3. Aubry était repéré : connu notamment du traître Multon et peut-être aussi d'un espion allemand qu'il aurait nommé, en toute bonne foi, inspecteur national de l'Armée secrète (!), il avait fait l'objet de rapports allemands détaillés.
Ah ? Lesquels ? Et quand ?
L'affirmation vient de Baynac (p. 367 de son livre).
Qui ne cite aucune source. En revanche, il prend bien la peine de signaler qu'Aubry fait partie de la liste de Résistants démasqués établie dans le Rapport
Flora, émanant du gestapiste de Marseille, Ernst Dunker (19 juillet 1943). Or, ledit Rapport
Flora annonce clairement que l'homme qui a livré "Max" n'est autre que...
... René Hardy.
4. Le général Desmazes, adjoint du général Delestraint à la tête de l'Armée secrète, a écrit, en 1945, au ministre de la Guerre que, lors de son premier interrogatoire à la Gestapo, on lui aurait dit que c'était A., de l'état-major de l'AS à Lyon, qui l'avait dénoncé. Or deux noms seulement commençaient par cette lettre : Aubry et Aubrac...
Là encore, c'est du Baynac (p. 368).
Témoignage de seconde main aussi imprécis que peu convaincant, d'interprétations diverses. D'autant qu'il est clairement démontré qu'Aubrac n'a rien livré ni dénoncé (voir François Delpla,
Aubrac. Les faits et la calomnie, Le Temps des Cerises, 1997).
5. Jean Sussel, déporté à Dachau avec le général Delestraint, a témoigné officiellement par deux fois que celui-ci lui aurait révélé avoir été arrêté sur dénonciation d'une personne importante de son entourage immédiat qui avait assisté à son interrogatoire à Paris. Or, Aubry y avait été transféré le 26 juin et y bénéficiait d'un régime de faveur...
Baynac, toujours (p. 368), lequel accumule les petits détails isolés sans un instant les analyser au regard des faits connus, préférant plutôt recourir au procédé inusable du "questionnement affirmatif". Or, il est historiquement prouvé que
personne n'a dénoncé Delestraint. Il a été arrêté suite à une série d'imprudences d'Aubry.

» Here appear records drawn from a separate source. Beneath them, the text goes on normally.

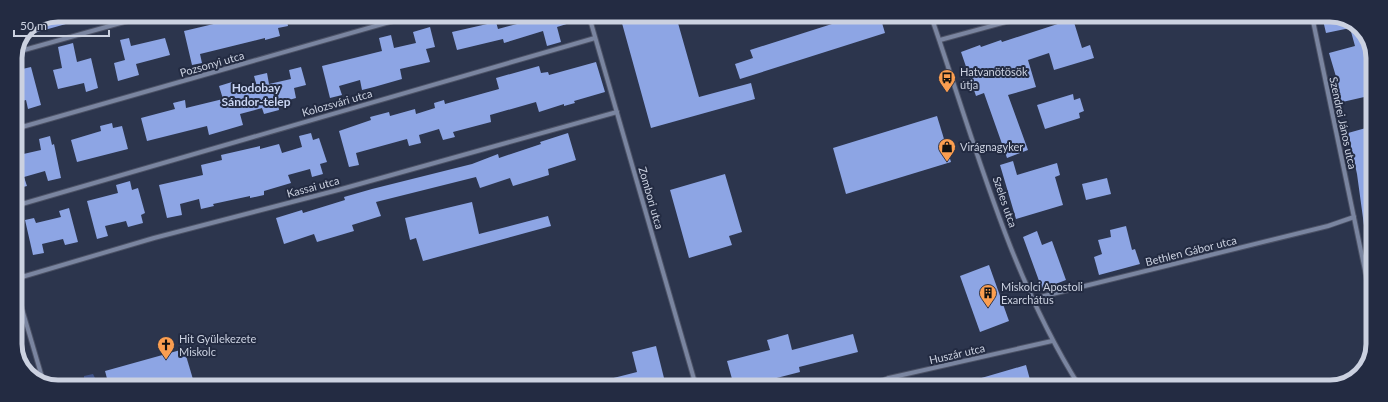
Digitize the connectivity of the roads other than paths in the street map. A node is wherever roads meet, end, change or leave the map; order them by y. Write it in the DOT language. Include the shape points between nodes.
graph roads {
  1 [pos="124,22"];
  2 [pos="390,22"];
  3 [pos="591,22"];
  4 [pos="933,22"];
  5 [pos="1006,22"];
  6 [pos="1313,22"];
  7 [pos="595,38"];
  8 [pos="940,40"];
  9 [pos="23,51"];
  10 [pos="616,112"];
  11 [pos="22,127"];
  12 [pos="22,204"];
  13 [pos="1354,217"];
  14 [pos="1366,275"];
  15 [pos="22,277"];
  16 [pos="1032,299"];
  17 [pos="22,308"];
  18 [pos="1052,342"];
  19 [pos="42,376"];
  20 [pos="889,378"];
  21 [pos="694,380"];
  22 [pos="884,380"];
  23 [pos="1076,380"];
  1 -- 9 [label="street"];
  2 -- 11 [label="street, Pozsonyi utca"];
  3 -- 7 [label="street, Zombori utca"];
  4 -- 8 [label="street, Szeles utca"];
  5 -- 8 [label="street"];
  6 -- 13 [label="street, Szendrei János utca"];
  7 -- 10 [label="street, Zombori utca"];
  7 -- 12 [label="street, Kolozsvári utca"];
  8 -- 16 [label="street, Szeles utca" via="1003,227"];
  10 -- 15 [label="street, Kassai utca" via="338,190 154,238"];
  10 -- 21 [label="street, Zombori utca"];
  13 -- 14 [label="street, Szendrei János utca"];
  13 -- 16 [label="street, Bethlen Gábor utca" via="1328,226"];
  16 -- 18 [label="street, Szeles utca"];
  17 -- 19 [label="street"];
  18 -- 20 [label="street, Huszár utca"];
  18 -- 23 [label="street, Szeles utca"];
  20 -- 22 [label="street, Huszár utca"];
}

Et Baynac le sait très bien.
De plus, Delestraint a affirmé au contraire - et à tort - avoir été livré par "Didot" (pseudo de René Hardy) - voir Maurice Garçon,
op. cit., p. 97.
Ce qui règle la question "Sussel".
Sans forcément incriminer Aubry et sans mentionner de nouveau ses graves manquements aux règles de sécurité, il faut, en tout cas, au moins admettre qu'il n'observait plus ces dernières et qu'il était vraisemblablement suivi...
Alors
pourquoi les rapports allemands ne le mentionnent-ils pas ? Barbie et Dunker n'avaient-il pas intérêt à mettre en avant ce détail ?
En fait, à la base, seules les déclarations d'Edmée Delétraz, agent quadruple au bas mot
Pas quadruple : triple. Elle servait la Résistance, mais travaillait pour la
Gestapo... et continuait de renseigner la Résistance - enfin, le réseau du colonel Georges Groussard.
et extrêmement peu fiable,
Elle était si peu fiable que, pour la contredire, René Hardy ira produire un faux témoignage (voir Henri Noguères,
La vérité aura le dernier mot, Seuil, 1985, p 135)... Elle était si peu fiable que, pour la contester, son avocat ne trouvera rien de mieux à dire qu'elle travaillait exclusivement pour les nazis...
et celles de Klaus Barbie lui-même (reprises dans les rapports Kaltenbrunner et "Flora") ont incriminé Hardy.
Mais aussi Hardy lui-même, qui a tellement menti sur tant de points importants que la conclusion s'impose d'elle-même.
L'adjoint de Barbie, Steingritt, a également reconnu que Hardy était le traître. Mais il l'a nié au cours du second procès. Toutefois, un témoin, Georges Teulery, détenu comme ces deux personnages à Fresnes, les a vus
"en bons termes, comme de bons et vieux amis" : sans doute l'Allemand a-t-il passé, en prison, un accord avec son ancien agent (voir Pierre Péan,
La diabolique de Caluire, 1999, Fayard, p. 132-134). Ce qui remet en cause la sincérité du revirement de Steingritt.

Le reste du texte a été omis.